35 years after first quietly taking the world by surprise, Dances with Wolves is today considered one of the best Westerns ever made, and the high-water mark of Kevin Costner‘s career. At the time, however, it was a cynical bargaining chip, encapsulating every stereotype about Hollywood power brokers. Costner had repeatedly made hits, but his newest pitch was met with a cold reception from Hollywood. He wished to star in, produce, and direct a long Western utilizing authentic Native American languages. This genre was box-office poison in the ’80s, but in a move of pure panic, the studio signed on to make the film in order to keep in the good graces of Costner’s new talent agency.
Orion loathed the project but couldn’t risk offending anyone powerful. It wasn’t even a gamble as much as the only viable move Orion had, basically stuck with a historically accurate epic about a setting that went out of style twenty years prior. As crazy as it sounds, sometimes studios are willing to toss money at a celebrity or their talent agency to keep the machinery greased — the Creative Artists Agency is the impetus for this particular piece of cinema history. Dances with Wolves is the reason that actors thank their agent at award shows.

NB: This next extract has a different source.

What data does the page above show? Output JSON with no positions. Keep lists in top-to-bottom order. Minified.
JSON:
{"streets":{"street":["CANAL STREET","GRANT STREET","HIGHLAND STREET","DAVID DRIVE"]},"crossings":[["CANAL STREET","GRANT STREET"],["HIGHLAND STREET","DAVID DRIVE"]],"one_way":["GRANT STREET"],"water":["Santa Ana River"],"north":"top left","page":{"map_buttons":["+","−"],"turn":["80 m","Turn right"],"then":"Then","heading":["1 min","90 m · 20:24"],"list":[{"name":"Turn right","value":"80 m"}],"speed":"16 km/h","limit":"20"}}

An Unfulfilled Artist, a Floundering Studio, and a Conniving Agent Join Forces
In 1989, Orion Pictures had become a joke in LA. In tone with his insider jokes, 1991 Academy Awards host Billy Crystal mocked them the same year that Costner’s weird neo-Western flick was nominated for a dozen awards. Meanwhile, Costner was the next big thing. More importantly to financiers, his films consistently yielded a tidy profit. Unfortunately, he now insisted on the director’s chair. Three separate studios rejected his unreasonable demands and projected budget for his ambitious Western, Costner realizing he’d have to direct, or the script would be ruined. Money was hard to find, as studios worried his ego was inflating. As he told the NYT in 1990, “Ultimately, they couldn’t do what they said they could do. A lot of people talk about $18 million, but when it comes to writing the check, it all thins.”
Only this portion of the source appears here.